# Big payday!!



## glorycloud (Aug 25, 2016)

Huge "nugget" found:

https://www.yahoo.com/news/prospector-finds-huge-gold-nugget-031848166.html

BAM!!


----------



## etack (Aug 25, 2016)

UMmmmmmmmmmmmmmmm!!!!!!!!!!!!!!!!!!!

I think I lost that on my last trip there. :lol: :lol: :lol: :lol: :lol: 

Eric


----------



## Lou (Aug 25, 2016)

ah, nothing like pulling something out of the dirt that could just as well spend the next 100M years there and look the same.


The beauty of gold is that it stays pretty!


----------



## FrugalRefiner (Aug 25, 2016)

It wouldn't be a payday for me. I could never sell that.  

Dave


----------



## 4metals (Aug 25, 2016)

> I could never sell that.



C'mon Dave, I'll bet your wife could figure out how to sell it, and if you're lucky you would even get to keep a picture of it!


----------



## FrugalRefiner (Aug 25, 2016)

4metals said:


> > I could never sell that.
> 
> 
> 
> C'mon Dave, I'll bet your wife could figure out how to sell it, and if you're lucky you would even get to keep a picture of it!
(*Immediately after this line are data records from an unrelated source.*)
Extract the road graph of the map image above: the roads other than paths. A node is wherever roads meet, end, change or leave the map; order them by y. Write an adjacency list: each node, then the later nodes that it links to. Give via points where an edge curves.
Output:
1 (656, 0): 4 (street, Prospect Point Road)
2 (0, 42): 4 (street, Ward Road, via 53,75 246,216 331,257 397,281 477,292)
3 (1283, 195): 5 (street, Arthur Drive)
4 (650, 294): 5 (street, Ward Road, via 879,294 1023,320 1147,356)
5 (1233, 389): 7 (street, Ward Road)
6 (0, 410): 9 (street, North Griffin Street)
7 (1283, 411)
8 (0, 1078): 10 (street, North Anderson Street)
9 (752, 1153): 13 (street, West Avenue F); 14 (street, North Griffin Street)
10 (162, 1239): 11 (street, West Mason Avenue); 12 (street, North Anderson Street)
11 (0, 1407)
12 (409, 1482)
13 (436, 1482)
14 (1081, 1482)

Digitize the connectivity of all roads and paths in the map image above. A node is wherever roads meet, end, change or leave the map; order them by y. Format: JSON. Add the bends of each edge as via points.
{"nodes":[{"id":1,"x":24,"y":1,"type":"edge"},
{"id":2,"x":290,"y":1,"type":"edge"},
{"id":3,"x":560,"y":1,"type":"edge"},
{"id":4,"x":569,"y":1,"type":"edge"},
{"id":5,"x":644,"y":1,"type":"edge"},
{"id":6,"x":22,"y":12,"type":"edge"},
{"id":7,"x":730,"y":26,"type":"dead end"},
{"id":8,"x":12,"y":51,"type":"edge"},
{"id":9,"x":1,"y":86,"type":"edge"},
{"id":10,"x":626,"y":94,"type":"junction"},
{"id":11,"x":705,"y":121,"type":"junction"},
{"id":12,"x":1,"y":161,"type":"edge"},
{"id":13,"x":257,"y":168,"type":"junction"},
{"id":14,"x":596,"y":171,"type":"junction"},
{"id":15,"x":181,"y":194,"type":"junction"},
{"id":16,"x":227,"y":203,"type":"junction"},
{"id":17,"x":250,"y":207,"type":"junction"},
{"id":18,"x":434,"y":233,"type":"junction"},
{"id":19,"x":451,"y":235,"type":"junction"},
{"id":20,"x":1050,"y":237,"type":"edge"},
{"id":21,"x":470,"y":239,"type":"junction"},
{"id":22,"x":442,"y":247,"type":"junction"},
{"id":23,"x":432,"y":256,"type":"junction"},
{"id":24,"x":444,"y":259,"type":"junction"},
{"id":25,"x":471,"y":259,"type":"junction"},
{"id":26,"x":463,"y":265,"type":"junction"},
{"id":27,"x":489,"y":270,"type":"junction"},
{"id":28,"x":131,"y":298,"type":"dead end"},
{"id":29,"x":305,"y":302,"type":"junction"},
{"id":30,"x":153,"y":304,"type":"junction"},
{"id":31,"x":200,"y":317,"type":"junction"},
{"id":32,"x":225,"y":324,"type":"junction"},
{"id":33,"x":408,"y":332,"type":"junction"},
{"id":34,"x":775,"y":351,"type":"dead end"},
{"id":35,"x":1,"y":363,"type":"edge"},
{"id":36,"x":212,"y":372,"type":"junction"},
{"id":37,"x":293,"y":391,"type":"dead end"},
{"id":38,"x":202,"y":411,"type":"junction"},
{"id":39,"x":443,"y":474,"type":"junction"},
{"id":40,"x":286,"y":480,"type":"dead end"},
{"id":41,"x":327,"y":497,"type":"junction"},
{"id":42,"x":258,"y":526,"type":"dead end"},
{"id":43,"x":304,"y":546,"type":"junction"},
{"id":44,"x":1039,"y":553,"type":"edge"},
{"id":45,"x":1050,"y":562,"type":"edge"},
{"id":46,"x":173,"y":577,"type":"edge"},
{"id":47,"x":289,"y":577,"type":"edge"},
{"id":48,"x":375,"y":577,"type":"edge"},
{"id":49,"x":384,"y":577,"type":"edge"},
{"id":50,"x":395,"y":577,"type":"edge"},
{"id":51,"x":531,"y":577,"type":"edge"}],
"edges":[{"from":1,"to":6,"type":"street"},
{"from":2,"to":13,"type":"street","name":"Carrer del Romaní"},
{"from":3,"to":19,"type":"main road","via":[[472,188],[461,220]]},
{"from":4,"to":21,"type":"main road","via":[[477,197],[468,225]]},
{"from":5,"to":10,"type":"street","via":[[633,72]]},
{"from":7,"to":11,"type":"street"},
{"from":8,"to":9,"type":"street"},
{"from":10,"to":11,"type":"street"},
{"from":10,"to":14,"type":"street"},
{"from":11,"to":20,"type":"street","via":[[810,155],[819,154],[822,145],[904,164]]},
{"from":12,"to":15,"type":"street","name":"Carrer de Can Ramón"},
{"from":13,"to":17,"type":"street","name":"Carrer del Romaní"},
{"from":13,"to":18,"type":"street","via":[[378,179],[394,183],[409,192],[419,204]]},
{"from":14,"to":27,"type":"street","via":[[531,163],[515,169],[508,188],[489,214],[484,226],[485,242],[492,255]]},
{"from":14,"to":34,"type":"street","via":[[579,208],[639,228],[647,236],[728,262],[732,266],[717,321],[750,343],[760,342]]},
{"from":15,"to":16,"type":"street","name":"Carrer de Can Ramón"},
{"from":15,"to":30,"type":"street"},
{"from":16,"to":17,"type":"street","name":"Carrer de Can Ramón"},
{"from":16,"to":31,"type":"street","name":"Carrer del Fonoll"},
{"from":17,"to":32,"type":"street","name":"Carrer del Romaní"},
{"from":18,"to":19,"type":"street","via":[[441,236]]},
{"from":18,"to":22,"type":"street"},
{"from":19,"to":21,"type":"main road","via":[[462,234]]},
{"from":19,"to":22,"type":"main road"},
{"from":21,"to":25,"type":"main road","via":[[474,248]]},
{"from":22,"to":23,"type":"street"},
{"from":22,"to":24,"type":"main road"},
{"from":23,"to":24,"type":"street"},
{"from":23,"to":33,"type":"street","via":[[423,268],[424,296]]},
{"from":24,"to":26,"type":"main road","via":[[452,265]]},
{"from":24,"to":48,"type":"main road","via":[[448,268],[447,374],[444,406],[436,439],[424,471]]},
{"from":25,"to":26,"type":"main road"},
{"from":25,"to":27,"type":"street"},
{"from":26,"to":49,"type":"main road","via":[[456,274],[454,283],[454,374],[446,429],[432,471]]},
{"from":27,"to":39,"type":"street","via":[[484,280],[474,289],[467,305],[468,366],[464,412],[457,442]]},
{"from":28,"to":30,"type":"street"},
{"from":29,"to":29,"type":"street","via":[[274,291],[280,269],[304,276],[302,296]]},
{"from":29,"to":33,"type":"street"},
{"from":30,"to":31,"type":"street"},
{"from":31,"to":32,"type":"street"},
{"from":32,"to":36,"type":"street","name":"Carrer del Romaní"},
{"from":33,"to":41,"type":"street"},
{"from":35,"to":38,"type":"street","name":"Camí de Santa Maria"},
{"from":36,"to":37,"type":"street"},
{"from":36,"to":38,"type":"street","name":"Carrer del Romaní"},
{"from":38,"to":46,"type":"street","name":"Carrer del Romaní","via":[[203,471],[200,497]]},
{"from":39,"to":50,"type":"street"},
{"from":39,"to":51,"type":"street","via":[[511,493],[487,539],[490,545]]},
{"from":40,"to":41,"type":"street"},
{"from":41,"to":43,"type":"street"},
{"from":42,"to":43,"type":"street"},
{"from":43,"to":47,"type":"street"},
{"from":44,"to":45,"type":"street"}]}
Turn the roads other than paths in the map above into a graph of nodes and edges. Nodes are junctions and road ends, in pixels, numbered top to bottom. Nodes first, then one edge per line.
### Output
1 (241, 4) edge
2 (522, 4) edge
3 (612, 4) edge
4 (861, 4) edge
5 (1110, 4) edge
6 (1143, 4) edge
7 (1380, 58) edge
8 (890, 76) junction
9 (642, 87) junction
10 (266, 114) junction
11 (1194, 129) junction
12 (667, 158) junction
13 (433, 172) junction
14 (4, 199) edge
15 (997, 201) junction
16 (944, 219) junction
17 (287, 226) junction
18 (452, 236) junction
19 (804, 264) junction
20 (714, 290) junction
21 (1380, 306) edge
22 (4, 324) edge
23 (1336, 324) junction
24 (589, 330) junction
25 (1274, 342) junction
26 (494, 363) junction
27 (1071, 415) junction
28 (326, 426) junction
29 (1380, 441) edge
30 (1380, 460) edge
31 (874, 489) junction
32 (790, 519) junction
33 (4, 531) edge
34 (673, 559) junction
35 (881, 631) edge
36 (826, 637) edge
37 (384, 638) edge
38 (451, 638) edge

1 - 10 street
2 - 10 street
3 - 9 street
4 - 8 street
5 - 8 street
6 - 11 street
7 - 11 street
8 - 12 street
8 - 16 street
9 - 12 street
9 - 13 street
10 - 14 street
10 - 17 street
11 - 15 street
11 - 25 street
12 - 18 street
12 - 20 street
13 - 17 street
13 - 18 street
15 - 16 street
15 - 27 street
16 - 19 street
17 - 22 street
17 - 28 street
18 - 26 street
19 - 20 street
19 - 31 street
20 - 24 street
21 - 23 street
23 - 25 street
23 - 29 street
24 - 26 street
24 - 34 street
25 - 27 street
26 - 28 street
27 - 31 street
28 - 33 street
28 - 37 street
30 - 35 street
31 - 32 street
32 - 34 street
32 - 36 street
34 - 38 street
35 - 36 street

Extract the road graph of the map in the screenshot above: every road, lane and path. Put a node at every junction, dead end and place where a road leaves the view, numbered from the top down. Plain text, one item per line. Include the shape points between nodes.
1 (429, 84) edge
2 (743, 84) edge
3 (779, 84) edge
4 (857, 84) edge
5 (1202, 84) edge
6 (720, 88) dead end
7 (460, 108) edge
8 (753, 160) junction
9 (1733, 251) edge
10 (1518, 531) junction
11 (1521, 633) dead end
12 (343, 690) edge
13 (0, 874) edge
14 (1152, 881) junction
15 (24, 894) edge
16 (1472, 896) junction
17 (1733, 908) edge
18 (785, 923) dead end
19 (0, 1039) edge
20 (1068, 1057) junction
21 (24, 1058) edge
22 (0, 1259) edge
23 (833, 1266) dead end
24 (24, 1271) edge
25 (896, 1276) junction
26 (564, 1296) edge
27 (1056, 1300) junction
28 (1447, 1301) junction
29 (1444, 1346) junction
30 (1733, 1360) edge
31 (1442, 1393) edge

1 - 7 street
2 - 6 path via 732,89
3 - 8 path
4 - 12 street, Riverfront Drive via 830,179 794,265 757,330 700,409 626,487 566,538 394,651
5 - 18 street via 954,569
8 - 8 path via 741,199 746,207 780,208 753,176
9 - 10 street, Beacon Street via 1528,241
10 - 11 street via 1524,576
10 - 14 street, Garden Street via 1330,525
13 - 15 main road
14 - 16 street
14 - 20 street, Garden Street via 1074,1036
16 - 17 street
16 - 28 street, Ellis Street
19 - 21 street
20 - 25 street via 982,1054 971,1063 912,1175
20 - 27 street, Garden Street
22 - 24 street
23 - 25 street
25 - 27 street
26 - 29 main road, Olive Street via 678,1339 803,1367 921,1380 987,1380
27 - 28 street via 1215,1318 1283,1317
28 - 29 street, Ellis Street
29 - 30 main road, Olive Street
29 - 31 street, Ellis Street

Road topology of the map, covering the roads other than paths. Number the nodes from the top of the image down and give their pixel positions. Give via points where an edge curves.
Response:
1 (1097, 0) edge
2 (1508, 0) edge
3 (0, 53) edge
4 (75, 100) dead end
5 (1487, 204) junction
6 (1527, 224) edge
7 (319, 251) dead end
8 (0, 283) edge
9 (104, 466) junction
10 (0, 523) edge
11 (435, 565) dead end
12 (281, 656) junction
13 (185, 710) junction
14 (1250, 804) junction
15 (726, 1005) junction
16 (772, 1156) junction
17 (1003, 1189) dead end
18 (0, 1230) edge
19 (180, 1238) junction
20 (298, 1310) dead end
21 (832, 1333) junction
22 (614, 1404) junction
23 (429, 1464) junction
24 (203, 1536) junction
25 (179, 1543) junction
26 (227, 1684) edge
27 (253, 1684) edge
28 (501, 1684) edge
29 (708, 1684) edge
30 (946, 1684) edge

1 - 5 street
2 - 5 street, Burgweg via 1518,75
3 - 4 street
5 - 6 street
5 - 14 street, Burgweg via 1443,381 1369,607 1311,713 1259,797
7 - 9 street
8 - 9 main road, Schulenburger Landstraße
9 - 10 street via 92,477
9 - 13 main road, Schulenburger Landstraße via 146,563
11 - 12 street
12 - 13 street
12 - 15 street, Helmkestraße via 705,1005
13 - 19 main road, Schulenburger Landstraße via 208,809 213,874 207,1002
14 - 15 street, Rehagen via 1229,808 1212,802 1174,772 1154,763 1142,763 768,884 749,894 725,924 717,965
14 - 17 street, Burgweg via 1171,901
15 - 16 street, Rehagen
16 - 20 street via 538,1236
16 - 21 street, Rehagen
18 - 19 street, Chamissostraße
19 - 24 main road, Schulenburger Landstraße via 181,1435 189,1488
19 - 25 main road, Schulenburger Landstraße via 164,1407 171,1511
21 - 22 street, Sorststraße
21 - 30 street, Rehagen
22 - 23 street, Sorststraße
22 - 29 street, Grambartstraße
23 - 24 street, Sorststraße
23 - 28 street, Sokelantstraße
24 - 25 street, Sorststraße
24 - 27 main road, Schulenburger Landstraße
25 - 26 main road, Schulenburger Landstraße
Of course she could... the day after I die. :lol: 

Dave


----------



## justinhcase (Aug 26, 2016)

You could probably make a very good return just leasing it for display.
It would increase the turnover of any jeweller that used it in promotion.
That should be put into a trust so the tax man or spouse can not get there mit's on it.
Assuming that trust's work the same your side of the pond.


----------